### Extracted records

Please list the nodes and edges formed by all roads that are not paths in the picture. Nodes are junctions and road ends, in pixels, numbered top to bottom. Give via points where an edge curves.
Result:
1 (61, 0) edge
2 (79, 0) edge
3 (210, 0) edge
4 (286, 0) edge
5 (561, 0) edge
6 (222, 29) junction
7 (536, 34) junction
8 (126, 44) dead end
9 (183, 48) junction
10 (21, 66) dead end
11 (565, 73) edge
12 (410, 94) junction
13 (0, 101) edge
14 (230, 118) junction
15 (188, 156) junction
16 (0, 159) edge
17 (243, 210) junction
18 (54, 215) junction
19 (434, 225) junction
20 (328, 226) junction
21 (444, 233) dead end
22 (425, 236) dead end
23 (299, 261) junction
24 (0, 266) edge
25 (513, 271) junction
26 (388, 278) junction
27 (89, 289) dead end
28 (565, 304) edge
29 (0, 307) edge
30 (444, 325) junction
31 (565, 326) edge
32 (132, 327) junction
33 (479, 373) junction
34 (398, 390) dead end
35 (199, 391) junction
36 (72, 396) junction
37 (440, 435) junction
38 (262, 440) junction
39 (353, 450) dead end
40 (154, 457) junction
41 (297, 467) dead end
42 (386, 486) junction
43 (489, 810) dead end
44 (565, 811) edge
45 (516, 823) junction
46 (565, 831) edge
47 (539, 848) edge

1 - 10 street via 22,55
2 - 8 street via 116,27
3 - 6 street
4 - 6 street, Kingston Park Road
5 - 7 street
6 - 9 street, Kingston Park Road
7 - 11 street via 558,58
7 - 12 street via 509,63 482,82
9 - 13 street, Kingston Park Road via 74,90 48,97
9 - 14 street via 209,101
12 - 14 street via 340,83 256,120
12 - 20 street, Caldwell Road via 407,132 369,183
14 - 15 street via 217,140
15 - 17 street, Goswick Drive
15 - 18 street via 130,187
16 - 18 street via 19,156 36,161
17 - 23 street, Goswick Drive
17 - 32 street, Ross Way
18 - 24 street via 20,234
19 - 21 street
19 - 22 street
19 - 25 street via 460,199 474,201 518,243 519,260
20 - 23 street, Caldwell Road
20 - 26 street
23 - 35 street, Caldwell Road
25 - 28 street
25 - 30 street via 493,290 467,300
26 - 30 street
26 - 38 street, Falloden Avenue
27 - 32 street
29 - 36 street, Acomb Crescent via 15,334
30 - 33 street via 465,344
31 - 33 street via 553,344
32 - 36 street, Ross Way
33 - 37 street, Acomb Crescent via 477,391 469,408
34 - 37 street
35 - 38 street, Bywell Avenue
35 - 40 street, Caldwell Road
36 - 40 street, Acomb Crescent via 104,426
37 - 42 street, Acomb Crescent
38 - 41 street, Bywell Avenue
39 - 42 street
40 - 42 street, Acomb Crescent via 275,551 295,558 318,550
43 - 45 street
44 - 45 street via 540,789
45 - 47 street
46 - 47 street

######

▶ _Exercise objective_: Look over the material above and show each line where "Goswick" appears.

▶ _Written answer_:
15 - 17 street, Goswick Drive
17 - 23 street, Goswick Drive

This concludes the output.